[Dataset entries]
"""

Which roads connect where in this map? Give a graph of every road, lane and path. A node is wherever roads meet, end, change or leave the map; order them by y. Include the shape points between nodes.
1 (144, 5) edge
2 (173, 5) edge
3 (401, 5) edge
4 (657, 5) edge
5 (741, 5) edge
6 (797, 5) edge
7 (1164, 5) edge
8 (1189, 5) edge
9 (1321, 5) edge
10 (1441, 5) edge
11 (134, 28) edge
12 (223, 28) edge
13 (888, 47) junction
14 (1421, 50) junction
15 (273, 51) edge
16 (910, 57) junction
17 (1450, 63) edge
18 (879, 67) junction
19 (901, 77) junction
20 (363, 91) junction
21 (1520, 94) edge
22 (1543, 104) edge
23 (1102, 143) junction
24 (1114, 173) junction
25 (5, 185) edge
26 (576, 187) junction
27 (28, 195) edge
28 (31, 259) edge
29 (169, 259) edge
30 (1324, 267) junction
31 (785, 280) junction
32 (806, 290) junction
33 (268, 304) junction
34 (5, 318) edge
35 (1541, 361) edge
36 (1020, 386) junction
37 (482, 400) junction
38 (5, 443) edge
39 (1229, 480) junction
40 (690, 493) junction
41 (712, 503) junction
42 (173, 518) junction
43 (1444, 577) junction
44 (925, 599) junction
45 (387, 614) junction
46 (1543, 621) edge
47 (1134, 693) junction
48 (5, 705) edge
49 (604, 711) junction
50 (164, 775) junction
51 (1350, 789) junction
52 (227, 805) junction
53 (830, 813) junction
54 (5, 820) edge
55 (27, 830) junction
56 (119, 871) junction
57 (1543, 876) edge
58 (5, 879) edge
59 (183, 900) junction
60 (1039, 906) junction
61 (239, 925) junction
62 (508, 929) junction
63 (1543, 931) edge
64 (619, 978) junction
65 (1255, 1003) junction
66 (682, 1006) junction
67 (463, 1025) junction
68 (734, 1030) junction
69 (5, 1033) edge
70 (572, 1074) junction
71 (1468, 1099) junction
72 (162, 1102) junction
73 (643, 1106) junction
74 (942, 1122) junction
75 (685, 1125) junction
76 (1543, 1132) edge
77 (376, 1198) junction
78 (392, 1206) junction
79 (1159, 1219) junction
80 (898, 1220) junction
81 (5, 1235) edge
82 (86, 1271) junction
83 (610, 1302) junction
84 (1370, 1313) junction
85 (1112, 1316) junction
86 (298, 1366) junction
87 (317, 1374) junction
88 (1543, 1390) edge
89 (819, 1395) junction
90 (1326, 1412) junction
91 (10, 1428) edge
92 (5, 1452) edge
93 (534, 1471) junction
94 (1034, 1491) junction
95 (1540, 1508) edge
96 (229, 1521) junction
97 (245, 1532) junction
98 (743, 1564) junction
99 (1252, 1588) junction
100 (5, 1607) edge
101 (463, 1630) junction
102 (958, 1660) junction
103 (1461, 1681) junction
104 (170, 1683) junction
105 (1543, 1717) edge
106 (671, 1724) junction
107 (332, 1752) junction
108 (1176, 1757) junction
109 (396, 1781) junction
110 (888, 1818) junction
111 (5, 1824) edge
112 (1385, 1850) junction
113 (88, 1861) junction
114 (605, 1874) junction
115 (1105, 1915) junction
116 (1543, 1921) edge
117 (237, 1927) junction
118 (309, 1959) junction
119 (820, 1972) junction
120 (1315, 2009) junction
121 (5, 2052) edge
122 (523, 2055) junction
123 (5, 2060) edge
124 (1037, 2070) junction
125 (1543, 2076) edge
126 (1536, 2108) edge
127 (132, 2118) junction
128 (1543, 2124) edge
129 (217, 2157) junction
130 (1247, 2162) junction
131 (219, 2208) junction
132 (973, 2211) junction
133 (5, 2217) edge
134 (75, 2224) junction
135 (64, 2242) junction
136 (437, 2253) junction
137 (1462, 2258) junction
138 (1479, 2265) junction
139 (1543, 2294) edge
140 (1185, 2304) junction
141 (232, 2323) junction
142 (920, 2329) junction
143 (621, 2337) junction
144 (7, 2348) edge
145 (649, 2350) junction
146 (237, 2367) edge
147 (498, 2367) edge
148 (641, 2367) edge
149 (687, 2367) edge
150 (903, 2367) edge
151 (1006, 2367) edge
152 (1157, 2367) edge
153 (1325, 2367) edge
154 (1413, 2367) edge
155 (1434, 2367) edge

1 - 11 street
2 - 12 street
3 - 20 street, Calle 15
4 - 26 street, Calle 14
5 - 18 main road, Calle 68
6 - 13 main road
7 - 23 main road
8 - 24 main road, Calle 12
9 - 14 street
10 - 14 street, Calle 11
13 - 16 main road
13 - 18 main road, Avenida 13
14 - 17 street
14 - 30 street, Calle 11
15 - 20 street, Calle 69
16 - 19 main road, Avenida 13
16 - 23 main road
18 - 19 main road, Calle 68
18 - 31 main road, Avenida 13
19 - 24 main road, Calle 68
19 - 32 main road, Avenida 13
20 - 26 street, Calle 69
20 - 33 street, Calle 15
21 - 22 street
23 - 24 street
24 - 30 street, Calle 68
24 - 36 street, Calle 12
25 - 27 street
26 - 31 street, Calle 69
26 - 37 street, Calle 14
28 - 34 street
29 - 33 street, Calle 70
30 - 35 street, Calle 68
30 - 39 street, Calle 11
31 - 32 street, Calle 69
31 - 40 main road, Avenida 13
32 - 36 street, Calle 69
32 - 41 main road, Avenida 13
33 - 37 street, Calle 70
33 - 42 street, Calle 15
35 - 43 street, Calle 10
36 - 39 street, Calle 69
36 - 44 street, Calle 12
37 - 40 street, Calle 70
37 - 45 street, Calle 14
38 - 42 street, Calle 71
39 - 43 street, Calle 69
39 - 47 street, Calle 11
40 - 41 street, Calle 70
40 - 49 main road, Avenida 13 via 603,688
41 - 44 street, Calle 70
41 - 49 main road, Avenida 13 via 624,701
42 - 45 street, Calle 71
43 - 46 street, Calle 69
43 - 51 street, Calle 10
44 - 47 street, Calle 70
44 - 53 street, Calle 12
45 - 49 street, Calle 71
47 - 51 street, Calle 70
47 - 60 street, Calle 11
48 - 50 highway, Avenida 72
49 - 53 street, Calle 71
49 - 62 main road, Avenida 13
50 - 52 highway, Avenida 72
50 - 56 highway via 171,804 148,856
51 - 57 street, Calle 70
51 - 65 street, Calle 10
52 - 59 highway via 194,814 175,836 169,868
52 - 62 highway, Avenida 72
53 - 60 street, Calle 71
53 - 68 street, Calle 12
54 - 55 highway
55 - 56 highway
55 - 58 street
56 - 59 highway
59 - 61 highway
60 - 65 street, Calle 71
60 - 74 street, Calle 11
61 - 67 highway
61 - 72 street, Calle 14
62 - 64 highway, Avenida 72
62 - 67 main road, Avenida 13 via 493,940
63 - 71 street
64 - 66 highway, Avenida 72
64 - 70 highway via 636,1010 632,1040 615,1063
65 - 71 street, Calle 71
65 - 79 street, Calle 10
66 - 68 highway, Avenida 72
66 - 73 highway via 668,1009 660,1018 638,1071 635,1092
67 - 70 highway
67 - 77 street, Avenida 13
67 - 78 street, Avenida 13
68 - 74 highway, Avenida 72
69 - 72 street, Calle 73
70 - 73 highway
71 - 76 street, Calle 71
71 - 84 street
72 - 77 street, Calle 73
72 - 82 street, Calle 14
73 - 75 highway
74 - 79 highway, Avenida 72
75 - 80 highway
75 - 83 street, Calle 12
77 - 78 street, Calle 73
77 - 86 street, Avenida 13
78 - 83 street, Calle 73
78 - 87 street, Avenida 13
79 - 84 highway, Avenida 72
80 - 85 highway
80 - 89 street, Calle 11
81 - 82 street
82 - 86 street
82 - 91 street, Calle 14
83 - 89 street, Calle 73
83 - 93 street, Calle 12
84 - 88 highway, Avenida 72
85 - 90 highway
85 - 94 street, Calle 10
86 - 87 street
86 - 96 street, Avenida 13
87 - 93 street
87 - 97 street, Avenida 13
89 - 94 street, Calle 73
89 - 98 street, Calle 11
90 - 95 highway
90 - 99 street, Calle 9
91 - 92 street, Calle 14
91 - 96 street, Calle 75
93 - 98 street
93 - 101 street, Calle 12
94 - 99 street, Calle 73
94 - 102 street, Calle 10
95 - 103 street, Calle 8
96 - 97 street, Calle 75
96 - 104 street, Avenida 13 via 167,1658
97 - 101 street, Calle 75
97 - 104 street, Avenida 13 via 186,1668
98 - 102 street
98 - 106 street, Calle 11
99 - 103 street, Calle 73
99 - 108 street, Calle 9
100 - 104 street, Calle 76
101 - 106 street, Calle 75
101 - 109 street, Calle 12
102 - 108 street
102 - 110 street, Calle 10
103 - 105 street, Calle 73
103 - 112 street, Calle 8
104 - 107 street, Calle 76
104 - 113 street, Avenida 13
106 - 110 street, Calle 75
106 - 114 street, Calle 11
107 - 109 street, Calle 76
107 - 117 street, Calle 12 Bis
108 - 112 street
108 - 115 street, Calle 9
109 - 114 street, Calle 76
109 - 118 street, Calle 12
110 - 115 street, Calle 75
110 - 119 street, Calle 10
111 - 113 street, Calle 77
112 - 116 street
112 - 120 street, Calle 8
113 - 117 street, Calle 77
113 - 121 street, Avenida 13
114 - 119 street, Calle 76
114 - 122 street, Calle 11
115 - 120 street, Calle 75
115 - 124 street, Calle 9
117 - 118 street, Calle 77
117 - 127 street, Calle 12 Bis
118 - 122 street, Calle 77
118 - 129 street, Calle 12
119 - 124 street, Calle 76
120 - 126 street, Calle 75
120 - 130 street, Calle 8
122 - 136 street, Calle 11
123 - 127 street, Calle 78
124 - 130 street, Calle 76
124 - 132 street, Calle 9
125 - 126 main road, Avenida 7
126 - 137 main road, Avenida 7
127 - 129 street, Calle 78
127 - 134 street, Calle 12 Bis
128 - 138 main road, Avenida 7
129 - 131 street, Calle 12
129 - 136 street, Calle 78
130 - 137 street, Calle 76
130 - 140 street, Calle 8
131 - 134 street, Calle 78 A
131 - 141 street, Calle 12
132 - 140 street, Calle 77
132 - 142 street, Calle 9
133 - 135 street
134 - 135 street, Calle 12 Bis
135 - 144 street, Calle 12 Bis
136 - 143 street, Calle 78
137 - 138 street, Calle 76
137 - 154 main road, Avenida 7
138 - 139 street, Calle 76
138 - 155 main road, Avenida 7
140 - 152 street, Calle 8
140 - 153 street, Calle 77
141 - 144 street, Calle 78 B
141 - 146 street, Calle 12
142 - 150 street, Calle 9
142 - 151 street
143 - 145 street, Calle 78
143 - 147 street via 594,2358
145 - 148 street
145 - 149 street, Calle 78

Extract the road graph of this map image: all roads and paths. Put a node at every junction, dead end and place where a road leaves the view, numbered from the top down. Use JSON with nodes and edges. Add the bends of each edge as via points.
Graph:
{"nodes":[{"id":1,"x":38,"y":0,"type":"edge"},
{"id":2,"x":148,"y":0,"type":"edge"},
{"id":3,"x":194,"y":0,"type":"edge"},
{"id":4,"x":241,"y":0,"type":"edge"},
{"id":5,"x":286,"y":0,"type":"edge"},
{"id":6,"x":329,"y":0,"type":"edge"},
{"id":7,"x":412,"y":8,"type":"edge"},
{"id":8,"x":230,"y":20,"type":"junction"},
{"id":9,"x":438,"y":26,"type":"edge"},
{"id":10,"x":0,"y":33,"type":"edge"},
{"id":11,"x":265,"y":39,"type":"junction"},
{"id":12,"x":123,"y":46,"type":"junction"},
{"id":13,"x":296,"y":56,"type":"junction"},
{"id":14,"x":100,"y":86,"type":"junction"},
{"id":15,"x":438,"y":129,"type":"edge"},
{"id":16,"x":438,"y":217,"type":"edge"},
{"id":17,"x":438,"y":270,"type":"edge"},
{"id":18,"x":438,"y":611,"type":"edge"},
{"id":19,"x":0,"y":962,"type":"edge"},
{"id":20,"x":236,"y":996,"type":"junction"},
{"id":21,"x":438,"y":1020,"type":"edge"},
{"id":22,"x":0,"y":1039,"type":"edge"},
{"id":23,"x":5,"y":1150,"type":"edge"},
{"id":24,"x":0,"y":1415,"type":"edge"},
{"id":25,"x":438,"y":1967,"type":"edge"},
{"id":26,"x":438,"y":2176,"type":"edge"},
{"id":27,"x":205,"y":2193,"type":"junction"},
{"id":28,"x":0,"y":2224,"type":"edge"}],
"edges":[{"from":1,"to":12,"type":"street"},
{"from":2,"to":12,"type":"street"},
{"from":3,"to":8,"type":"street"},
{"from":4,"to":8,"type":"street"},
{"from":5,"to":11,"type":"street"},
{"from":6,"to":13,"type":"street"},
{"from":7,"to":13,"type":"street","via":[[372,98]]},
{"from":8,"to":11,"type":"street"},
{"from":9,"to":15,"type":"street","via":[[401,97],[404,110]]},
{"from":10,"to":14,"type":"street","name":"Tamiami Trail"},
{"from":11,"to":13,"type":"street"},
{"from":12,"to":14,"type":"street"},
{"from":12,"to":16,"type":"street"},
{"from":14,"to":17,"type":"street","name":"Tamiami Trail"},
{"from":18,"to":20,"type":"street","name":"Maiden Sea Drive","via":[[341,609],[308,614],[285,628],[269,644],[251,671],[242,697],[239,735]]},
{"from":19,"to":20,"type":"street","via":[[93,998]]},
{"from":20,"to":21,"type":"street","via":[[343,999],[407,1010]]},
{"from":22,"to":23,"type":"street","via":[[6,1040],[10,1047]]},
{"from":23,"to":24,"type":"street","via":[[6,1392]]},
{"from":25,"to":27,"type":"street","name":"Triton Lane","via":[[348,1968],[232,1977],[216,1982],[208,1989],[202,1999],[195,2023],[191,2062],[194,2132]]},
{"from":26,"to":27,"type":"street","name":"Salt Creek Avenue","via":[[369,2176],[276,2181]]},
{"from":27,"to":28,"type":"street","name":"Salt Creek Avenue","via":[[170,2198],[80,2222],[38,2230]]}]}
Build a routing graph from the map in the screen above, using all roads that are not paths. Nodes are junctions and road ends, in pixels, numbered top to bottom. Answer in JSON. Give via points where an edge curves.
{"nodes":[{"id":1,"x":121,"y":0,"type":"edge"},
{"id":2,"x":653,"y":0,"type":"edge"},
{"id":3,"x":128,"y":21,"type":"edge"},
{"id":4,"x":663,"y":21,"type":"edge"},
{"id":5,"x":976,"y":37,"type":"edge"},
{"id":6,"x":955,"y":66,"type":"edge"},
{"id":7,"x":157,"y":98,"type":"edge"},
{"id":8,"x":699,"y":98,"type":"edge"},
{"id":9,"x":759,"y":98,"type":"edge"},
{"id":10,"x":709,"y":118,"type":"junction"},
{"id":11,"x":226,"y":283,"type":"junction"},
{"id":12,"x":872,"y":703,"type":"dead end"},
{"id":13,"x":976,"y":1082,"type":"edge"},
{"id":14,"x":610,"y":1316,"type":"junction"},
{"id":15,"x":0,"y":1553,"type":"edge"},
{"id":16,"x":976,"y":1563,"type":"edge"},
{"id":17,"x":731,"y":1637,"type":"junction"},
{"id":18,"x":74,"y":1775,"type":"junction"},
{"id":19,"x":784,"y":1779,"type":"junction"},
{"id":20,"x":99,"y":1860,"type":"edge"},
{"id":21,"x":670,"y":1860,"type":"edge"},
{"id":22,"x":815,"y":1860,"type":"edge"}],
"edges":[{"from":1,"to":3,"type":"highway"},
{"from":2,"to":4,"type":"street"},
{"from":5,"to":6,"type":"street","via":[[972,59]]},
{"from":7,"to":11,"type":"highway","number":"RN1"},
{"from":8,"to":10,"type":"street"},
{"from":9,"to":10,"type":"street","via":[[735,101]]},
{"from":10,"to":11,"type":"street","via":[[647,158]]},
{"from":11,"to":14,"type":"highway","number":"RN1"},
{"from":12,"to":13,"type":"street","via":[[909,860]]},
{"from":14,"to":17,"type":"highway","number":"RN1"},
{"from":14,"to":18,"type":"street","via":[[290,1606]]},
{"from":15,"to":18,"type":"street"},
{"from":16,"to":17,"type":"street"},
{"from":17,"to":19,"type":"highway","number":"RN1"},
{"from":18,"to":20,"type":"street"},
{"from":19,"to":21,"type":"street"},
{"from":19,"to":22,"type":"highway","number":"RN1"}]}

"""

### Your goal:
Tally the lines in the records above that contain the string "paths" and report only the tally.

### Task result:
2